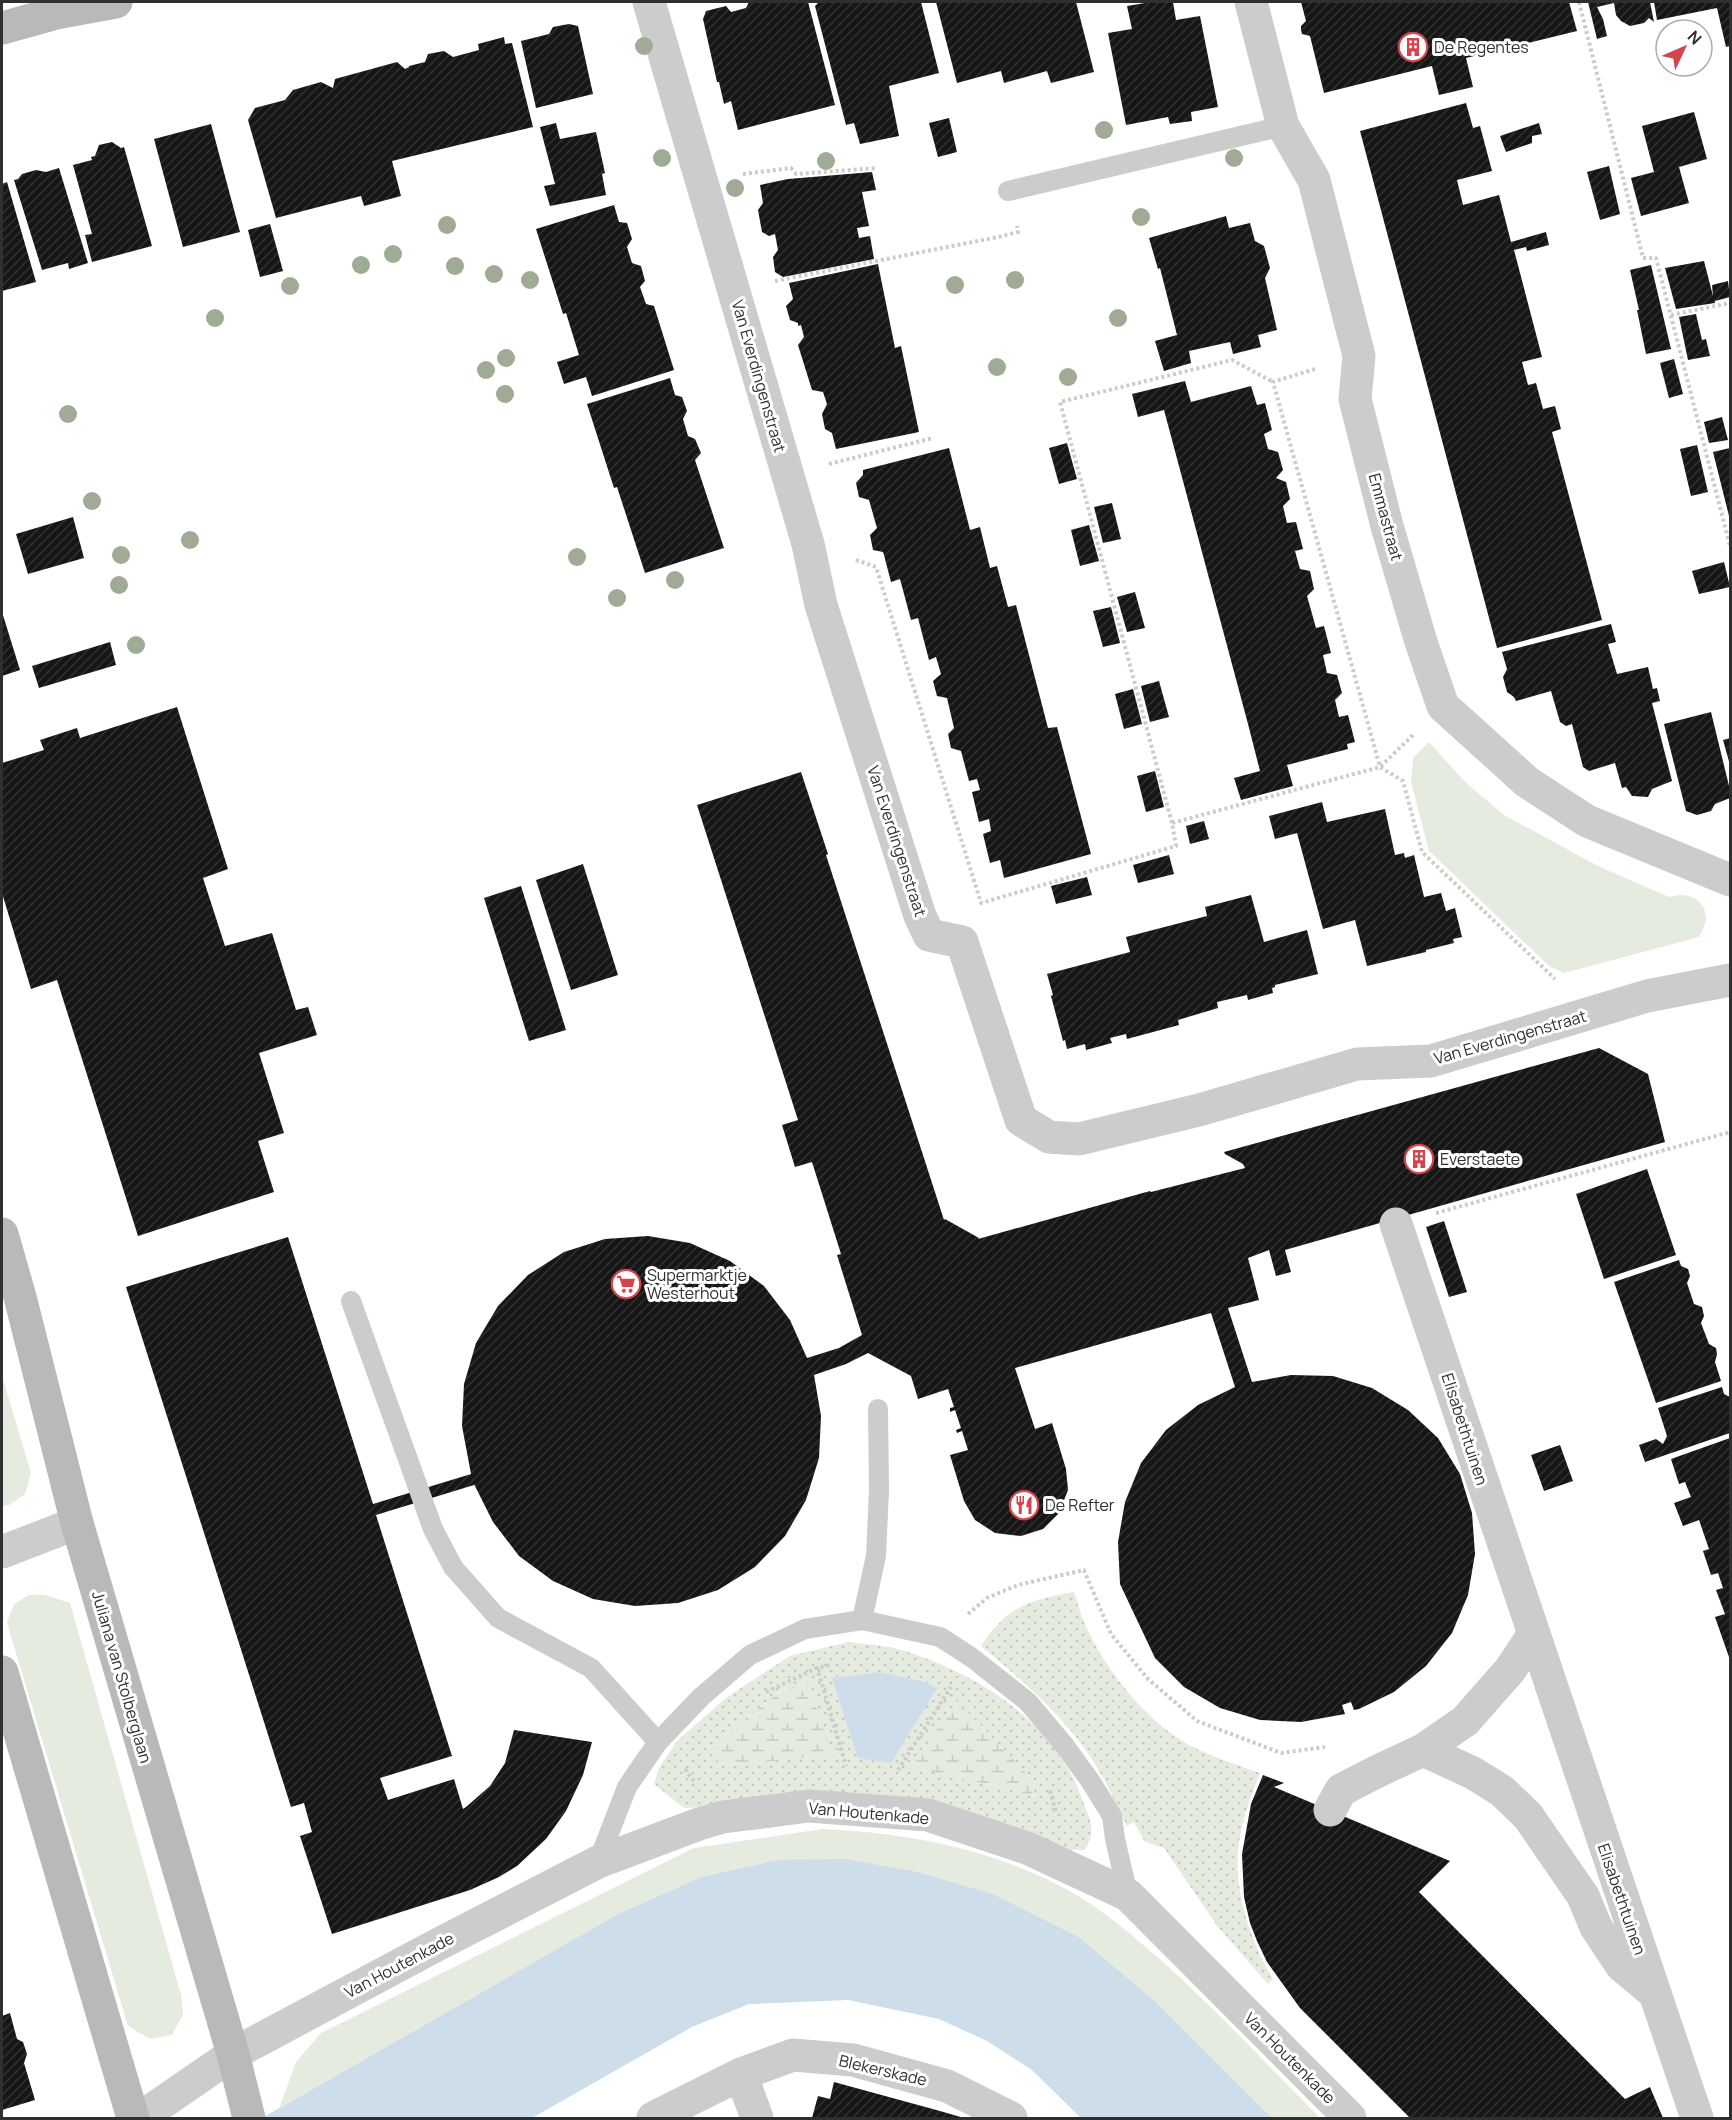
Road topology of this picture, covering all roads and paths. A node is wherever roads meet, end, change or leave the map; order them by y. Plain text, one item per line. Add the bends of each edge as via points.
1 (116, 2) edge
2 (649, 2) edge
3 (1251, 2) edge
4 (1579, 2) edge
5 (2, 28) edge
6 (1283, 126) junction
7 (877, 168) dead end
8 (703, 180) junction
9 (1008, 190) joint
10 (734, 291) junction
11 (1731, 303) edge
12 (1671, 315) junction
13 (1273, 382) dead end
14 (933, 438) dead end
15 (823, 466) dead end
16 (808, 544) junction
17 (1731, 546) edge
18 (1443, 706) junction
19 (1172, 823) junction
20 (1731, 880) edge
21 (1731, 980) edge
22 (1731, 1132) edge
23 (1396, 1224) joint
24 (2, 1234) edge
25 (351, 1301) dead end
26 (878, 1409) dead end
27 (77, 1523) junction
28 (2, 1552) edge
29 (862, 1620) junction
30 (805, 1629) junction
31 (1533, 1635) junction
32 (940, 1637) junction
33 (839, 1662) dead end
34 (817, 1668) junction
35 (2, 1672) edge
36 (944, 1680) dead end
37 (952, 1685) junction
38 (960, 1688) dead end
39 (757, 1698) dead end
40 (658, 1742) junction
41 (1327, 1747) dead end
42 (1423, 1750) junction
43 (689, 1764) dead end
44 (838, 1769) dead end
45 (904, 1776) dead end
46 (1047, 1780) dead end
47 (699, 1785) dead end
48 (1330, 1810) dead end
49 (1017, 1845) junction
50 (598, 1862) junction
51 (1128, 1895) junction
52 (1653, 1992) junction
53 (233, 2054) junction
54 (741, 2074) junction
55 (133, 2118) edge
56 (140, 2118) edge
57 (249, 2118) edge
58 (653, 2118) edge
59 (757, 2118) edge
60 (1011, 2118) edge
61 (1350, 2118) edge
62 (1697, 2118) edge

1 - 5 street
2 - 8 street, Van Everdingenstraat
3 - 6 street, Emmastraat
4 - 12 path via 1643,258 1656,258
6 - 9 lane
6 - 18 street, Emmastraat via 1314,180 1359,356 1355,399 1393,547
7 - 8 path via 796,174 791,168
8 - 10 street, Van Everdingenstraat
9 - 10 path via 1018,232
10 - 16 street, Van Everdingenstraat
11 - 12 path
12 - 17 path
13 - 19 path via 1232,360 1060,402
14 - 15 path
16 - 19 path via 876,567 981,903 1176,846
16 - 21 street, Van Everdingenstraat via 821,605 920,916 929,935 962,942 1021,1120 1049,1137 1079,1139 1199,1110 1357,1064 1431,1061 1647,996
18 - 19 path via 1380,767
18 - 20 street, Emmastraat via 1527,782 1587,821
22 - 23 path
23 - 31 street, Elisabethtuinen
24 - 27 street, Juliana van Stolberglaan
25 - 40 lane via 433,1529 453,1567 498,1618 591,1668
26 - 29 lane via 876,1556
27 - 28 street
27 - 53 street, Juliana van Stolberglaan
29 - 30 lane
29 - 32 lane
30 - 34 path
30 - 40 lane via 750,1655 701,1697
31 - 42 street via 1510,1670 1465,1721
31 - 52 street, Elisabethtuinen
32 - 41 path via 987,1598 1018,1585 1084,1570 1111,1634 1148,1680 1197,1720 1281,1753
32 - 51 lane via 971,1656 1028,1702 1065,1746 1112,1815
33 - 34 path
34 - 39 path
34 - 44 path via 847,1770
35 - 55 street
36 - 37 path
37 - 38 path
37 - 45 path via 895,1775
40 - 50 lane via 627,1787
42 - 48 street via 1341,1790
42 - 52 street, Elisabethtuinen via 1502,1791 1528,1816 1583,1896 1596,1927 1621,1965
43 - 47 path via 686,1771
46 - 49 path via 1056,1812 1028,1808
49 - 50 street, Van Houtenkade via 928,1815 809,1806 723,1817
49 - 51 street, Van Houtenkade
50 - 53 street, Van Houtenkade
51 - 61 street, Van Houtenkade
52 - 62 street, Elisabethtuinen
53 - 56 street, Van Houtenkade
53 - 57 street, Juliana van Stolberglaan
54 - 58 street, Blekerskade
54 - 59 street
54 - 60 street, Blekerskade via 793,2055 853,2060 947,2086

++++++++

§ What you have to do:
Where a line above holds the word "Blekerskade", copy it.

§ Reply to the exercise:
54 - 58 street, Blekerskade
54 - 60 street, Blekerskade via 793,2055 853,2060 947,2086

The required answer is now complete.